*** Opening of MATERIAL SHOWN ***

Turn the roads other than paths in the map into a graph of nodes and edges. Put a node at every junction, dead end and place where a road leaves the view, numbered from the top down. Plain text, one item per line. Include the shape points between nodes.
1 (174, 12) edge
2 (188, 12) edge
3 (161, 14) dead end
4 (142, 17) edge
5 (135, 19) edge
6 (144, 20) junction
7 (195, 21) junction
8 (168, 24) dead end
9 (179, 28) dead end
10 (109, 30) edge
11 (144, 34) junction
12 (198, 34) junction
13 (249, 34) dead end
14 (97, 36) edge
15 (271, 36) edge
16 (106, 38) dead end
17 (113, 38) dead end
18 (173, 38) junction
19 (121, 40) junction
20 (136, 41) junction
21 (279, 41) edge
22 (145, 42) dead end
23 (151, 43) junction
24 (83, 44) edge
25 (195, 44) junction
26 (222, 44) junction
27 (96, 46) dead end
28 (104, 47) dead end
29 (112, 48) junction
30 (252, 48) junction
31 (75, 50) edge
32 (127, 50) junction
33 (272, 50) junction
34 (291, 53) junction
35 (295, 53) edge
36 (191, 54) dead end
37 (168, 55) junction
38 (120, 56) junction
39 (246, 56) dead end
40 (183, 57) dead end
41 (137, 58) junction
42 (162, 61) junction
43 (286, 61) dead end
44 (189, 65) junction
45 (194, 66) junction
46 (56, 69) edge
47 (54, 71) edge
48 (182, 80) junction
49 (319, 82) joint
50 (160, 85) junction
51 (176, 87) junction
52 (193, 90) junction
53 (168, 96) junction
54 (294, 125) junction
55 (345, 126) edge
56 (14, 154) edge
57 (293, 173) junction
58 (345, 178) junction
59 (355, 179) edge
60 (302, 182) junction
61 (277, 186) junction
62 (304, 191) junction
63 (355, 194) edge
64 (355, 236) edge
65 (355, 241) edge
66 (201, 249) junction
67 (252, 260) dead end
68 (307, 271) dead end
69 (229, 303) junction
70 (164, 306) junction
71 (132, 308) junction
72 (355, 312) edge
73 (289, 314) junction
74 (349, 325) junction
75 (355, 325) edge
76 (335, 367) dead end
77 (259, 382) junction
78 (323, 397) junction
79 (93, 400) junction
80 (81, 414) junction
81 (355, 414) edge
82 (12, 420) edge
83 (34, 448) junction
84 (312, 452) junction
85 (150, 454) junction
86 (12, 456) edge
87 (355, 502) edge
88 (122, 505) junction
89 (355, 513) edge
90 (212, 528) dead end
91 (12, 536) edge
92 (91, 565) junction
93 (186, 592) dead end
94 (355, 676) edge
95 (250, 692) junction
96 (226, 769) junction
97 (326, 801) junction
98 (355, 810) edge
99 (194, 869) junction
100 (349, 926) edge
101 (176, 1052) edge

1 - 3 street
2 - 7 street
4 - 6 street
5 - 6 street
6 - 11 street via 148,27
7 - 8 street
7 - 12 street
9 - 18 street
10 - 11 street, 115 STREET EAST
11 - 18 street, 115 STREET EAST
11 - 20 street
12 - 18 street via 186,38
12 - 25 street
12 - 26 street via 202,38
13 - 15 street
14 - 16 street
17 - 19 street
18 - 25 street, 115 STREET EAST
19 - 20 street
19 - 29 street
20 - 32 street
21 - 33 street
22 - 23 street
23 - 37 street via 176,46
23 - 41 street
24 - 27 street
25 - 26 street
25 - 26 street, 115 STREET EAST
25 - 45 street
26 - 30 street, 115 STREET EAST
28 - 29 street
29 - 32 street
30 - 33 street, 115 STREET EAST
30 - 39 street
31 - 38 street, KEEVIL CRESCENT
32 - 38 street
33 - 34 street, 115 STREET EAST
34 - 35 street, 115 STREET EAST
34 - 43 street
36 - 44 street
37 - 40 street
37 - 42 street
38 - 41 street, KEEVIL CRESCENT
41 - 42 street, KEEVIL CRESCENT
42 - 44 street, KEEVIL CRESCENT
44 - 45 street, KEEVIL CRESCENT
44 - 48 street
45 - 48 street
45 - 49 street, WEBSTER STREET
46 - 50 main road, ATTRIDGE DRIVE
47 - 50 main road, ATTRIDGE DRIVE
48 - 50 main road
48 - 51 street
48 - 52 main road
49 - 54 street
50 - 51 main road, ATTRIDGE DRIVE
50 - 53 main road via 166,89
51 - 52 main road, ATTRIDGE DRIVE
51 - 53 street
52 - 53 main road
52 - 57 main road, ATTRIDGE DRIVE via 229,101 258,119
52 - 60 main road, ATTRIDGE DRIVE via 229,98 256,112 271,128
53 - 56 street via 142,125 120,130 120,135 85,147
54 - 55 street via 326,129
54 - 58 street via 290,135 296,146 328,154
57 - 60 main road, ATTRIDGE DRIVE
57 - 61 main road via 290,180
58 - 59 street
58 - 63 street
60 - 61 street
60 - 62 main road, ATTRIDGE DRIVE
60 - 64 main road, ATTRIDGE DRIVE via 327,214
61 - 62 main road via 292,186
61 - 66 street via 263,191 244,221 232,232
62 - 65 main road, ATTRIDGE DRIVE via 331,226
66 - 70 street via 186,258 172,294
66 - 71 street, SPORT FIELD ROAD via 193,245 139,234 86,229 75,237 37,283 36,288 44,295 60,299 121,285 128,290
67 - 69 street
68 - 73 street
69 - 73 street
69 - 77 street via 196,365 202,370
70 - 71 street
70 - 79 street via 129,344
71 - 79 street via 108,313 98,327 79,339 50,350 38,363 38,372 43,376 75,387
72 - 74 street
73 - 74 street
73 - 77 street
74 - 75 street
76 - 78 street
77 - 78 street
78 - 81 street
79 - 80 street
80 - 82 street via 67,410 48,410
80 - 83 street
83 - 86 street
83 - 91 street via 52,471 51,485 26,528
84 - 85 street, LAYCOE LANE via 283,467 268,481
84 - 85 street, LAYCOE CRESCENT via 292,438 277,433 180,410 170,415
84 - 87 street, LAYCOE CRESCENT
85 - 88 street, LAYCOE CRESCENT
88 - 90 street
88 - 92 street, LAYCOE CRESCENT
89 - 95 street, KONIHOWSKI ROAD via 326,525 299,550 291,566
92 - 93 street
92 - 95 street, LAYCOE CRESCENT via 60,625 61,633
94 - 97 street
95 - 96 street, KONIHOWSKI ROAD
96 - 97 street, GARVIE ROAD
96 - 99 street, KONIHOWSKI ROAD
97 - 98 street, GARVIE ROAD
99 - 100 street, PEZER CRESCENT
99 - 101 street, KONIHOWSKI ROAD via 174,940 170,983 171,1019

*** Close of MATERIAL SHOWN ***

How many lines of the entries contain the string "KONIHOWSKI"? Answer with a number and no other words.

# EXPECTED ANSWER
4